(Exercise)
Look through the records, and wherever the string "than" turns up, copy out that line.

(Materials provided)
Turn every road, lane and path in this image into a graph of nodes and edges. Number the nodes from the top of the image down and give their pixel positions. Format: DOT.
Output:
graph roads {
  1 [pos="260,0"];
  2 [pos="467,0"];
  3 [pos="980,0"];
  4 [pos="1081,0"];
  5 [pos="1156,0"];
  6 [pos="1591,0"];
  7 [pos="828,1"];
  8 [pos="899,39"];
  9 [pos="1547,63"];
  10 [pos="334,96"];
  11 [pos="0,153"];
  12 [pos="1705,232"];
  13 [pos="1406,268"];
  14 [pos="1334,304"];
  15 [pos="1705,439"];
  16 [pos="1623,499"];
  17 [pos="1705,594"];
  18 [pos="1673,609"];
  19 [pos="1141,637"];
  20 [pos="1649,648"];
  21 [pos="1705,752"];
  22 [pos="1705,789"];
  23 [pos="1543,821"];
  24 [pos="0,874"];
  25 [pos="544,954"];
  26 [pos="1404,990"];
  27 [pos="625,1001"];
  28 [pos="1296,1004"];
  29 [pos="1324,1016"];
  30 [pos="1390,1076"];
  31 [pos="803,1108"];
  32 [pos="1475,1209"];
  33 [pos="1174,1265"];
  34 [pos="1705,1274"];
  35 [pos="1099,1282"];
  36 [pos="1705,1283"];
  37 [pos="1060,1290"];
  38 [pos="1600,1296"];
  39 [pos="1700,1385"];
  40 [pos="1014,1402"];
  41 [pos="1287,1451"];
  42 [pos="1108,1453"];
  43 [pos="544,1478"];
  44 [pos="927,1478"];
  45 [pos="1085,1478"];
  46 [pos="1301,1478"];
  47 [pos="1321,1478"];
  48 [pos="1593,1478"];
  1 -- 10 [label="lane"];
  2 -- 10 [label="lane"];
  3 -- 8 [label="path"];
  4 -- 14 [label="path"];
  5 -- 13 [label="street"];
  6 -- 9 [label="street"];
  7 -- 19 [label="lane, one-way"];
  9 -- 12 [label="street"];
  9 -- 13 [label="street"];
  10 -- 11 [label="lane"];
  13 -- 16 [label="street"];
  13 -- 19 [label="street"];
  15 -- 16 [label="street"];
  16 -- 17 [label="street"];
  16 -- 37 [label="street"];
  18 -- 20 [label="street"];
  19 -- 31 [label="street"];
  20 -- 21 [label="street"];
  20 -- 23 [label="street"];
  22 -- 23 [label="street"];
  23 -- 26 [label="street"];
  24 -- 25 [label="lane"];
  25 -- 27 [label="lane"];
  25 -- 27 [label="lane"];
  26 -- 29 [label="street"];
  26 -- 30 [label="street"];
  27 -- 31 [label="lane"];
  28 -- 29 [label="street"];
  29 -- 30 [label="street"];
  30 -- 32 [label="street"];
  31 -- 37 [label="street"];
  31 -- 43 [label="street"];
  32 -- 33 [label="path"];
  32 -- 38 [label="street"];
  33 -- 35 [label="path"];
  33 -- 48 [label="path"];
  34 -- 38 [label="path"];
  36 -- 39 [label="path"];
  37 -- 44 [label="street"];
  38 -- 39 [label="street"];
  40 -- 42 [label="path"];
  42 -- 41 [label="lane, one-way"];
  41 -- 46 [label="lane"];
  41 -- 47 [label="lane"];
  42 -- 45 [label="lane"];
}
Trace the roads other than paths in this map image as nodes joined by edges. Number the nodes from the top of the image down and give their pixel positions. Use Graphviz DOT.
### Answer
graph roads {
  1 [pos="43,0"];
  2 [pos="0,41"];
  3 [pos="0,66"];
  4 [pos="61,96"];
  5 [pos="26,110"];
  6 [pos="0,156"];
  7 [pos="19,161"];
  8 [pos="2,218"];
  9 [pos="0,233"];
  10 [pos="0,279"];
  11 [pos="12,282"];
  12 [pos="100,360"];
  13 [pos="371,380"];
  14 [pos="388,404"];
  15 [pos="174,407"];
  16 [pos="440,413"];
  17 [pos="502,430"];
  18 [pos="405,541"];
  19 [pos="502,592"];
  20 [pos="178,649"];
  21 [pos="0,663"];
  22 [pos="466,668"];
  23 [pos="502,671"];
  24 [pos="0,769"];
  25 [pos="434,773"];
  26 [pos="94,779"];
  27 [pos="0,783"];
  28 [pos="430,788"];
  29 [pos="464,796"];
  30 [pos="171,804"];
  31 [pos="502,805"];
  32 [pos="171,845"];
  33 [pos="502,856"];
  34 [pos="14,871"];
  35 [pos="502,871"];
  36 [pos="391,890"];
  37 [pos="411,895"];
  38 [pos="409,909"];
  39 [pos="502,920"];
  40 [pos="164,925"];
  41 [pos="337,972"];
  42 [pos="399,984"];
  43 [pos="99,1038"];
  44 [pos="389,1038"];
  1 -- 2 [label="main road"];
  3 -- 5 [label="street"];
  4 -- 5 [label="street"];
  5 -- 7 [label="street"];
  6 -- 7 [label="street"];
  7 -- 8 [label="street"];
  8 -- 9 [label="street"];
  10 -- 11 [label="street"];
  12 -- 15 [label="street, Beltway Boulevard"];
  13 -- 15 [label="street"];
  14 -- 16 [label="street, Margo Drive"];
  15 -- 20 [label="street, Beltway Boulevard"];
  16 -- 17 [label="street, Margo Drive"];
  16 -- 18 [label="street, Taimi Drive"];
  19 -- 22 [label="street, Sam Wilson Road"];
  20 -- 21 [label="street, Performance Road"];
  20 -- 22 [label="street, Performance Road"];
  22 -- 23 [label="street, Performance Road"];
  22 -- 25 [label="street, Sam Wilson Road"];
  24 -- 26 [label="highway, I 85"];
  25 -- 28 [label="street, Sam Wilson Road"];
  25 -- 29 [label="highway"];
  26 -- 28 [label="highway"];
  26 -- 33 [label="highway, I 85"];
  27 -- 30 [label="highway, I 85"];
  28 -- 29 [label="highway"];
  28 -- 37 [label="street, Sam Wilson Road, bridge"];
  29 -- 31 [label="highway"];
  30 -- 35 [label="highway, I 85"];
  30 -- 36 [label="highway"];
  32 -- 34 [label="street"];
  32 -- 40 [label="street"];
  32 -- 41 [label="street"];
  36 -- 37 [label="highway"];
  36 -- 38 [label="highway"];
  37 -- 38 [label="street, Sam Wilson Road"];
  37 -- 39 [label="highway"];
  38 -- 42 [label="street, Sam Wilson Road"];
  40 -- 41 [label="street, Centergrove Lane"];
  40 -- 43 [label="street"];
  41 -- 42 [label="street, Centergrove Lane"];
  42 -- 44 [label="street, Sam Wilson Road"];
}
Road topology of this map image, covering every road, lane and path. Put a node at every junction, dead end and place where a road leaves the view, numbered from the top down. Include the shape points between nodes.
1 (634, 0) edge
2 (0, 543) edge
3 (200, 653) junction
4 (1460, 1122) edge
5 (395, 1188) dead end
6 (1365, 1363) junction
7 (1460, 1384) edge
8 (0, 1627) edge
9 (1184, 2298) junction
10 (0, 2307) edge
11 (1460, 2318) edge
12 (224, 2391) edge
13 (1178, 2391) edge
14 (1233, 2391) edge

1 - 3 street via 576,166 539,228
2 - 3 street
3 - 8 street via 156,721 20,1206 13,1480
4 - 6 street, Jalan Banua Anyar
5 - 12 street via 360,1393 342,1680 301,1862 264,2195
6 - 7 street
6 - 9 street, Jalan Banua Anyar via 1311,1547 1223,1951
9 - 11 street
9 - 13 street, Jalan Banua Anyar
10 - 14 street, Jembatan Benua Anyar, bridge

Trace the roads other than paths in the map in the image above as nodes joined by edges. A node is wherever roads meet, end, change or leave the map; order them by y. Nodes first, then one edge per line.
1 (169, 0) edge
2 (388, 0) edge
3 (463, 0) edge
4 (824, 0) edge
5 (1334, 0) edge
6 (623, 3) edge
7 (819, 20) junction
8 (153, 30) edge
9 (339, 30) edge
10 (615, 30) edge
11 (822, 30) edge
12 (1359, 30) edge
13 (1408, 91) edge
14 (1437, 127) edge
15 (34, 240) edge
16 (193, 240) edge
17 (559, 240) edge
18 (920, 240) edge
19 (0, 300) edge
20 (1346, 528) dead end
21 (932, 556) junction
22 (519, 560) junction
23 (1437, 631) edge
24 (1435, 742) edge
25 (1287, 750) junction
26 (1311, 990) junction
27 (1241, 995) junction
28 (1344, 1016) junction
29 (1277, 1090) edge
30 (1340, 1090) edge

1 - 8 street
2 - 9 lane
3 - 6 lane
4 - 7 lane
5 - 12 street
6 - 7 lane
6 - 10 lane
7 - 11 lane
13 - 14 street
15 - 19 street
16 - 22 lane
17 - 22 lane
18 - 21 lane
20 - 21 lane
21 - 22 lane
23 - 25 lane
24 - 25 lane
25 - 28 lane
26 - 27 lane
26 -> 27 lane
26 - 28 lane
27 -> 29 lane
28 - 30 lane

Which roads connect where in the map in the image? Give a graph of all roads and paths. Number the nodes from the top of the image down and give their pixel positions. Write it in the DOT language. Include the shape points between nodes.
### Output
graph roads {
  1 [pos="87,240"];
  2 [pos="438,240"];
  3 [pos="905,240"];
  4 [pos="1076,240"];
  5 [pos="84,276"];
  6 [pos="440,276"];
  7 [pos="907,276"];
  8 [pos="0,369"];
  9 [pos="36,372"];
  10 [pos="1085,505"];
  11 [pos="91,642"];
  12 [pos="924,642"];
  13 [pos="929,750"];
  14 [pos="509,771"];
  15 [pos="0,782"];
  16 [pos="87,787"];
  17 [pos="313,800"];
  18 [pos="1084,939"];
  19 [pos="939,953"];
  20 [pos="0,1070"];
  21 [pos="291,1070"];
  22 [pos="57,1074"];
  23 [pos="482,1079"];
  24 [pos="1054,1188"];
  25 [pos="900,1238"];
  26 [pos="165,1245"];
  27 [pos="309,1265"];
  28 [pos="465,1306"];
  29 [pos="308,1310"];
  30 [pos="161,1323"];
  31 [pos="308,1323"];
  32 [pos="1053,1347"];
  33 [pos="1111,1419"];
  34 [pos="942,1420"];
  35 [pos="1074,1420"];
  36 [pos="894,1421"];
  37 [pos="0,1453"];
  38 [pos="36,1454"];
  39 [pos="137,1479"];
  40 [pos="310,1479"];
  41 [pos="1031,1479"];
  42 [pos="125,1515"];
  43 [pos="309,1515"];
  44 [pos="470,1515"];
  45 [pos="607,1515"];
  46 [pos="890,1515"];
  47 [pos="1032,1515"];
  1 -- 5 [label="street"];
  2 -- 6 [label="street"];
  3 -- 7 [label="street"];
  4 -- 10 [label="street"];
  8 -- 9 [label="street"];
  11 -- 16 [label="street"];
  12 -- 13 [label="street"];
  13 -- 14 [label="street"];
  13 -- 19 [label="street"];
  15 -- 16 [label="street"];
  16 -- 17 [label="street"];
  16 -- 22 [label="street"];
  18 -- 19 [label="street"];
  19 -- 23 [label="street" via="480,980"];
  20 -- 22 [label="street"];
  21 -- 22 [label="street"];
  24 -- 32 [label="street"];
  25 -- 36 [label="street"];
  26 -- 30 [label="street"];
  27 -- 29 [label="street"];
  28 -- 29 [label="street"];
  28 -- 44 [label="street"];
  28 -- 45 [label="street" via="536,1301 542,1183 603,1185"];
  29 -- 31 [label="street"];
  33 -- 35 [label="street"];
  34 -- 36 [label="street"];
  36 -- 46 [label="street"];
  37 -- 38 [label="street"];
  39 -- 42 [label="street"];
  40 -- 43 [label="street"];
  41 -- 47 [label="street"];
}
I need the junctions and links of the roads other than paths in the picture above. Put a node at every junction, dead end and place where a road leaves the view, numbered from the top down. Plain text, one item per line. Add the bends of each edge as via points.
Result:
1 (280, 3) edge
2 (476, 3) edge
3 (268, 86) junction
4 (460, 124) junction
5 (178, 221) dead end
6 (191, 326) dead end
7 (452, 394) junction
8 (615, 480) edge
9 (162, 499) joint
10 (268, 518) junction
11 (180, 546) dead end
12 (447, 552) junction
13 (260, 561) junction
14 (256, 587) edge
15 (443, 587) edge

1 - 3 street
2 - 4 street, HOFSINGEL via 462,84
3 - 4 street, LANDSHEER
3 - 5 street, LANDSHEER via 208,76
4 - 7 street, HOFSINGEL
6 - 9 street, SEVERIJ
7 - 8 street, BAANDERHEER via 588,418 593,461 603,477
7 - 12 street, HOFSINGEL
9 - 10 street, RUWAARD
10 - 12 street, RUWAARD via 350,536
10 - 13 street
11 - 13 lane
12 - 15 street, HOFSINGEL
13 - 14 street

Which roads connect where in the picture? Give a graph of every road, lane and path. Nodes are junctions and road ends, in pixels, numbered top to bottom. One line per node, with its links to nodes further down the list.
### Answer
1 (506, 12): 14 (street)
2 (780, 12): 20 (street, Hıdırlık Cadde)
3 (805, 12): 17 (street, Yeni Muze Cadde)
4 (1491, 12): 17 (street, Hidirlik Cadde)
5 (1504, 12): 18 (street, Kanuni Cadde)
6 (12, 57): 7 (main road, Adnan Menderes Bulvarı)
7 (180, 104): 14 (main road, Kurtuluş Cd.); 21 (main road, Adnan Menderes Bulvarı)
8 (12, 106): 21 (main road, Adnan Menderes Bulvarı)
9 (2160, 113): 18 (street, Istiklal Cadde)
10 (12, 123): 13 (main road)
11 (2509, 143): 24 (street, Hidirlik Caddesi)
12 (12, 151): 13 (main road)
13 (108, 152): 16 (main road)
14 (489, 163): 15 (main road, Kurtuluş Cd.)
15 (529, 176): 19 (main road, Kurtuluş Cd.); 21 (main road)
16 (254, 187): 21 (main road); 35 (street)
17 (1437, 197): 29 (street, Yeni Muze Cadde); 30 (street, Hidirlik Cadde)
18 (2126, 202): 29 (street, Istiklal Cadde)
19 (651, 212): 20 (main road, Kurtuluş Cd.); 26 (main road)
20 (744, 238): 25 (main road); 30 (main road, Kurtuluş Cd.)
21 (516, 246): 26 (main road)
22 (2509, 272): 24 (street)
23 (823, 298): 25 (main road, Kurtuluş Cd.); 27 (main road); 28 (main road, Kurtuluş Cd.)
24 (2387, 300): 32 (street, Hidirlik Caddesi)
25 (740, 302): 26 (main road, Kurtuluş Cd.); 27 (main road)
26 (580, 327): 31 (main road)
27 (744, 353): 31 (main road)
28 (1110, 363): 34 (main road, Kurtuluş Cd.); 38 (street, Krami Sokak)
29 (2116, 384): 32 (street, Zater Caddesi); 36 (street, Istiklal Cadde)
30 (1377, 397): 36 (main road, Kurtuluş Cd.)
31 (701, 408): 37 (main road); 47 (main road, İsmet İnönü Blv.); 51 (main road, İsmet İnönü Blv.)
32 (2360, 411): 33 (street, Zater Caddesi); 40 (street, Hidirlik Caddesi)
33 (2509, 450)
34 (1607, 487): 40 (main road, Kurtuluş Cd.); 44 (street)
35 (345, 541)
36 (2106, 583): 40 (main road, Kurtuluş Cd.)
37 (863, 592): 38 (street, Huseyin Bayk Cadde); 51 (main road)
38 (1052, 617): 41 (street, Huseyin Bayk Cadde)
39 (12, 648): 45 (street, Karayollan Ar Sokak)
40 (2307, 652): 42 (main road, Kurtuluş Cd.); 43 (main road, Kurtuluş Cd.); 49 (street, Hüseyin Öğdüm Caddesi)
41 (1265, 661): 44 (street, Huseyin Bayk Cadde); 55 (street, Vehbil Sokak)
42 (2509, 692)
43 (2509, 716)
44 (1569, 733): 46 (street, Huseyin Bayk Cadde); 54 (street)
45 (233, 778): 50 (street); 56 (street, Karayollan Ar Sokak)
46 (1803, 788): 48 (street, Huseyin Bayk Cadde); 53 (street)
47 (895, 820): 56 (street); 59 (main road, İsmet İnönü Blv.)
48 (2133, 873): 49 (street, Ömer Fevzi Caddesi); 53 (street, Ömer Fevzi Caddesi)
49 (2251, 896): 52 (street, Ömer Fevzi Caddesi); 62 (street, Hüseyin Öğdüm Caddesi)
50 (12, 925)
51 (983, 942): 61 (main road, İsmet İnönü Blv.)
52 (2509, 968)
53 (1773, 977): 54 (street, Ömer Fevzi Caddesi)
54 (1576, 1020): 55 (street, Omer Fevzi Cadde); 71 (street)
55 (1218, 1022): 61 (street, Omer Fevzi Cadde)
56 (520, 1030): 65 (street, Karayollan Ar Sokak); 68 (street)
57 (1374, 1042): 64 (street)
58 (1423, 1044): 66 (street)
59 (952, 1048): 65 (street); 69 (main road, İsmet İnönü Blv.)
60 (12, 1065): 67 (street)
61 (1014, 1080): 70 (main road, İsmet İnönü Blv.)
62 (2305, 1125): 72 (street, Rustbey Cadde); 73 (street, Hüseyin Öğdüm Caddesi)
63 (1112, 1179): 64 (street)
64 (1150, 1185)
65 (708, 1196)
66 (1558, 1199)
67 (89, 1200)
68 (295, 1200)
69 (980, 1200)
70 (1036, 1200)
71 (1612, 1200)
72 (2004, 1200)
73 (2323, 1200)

(Solution to the exercise)
Trace the roads other than paths in this map image as nodes joined by edges. Number the nodes from the top of the image down and give their pixel positions. Use Graphviz DOT.
Trace the roads other than paths in the map in the image above as nodes joined by edges. A node is wherever roads meet, end, change or leave the map; order them by y. Nodes first, then one edge per line.
I need the junctions and links of the roads other than paths in the picture above. Put a node at every junction, dead end and place where a road leaves the view, numbered from the top down. Plain text, one item per line. Add the bends of each edge as via points.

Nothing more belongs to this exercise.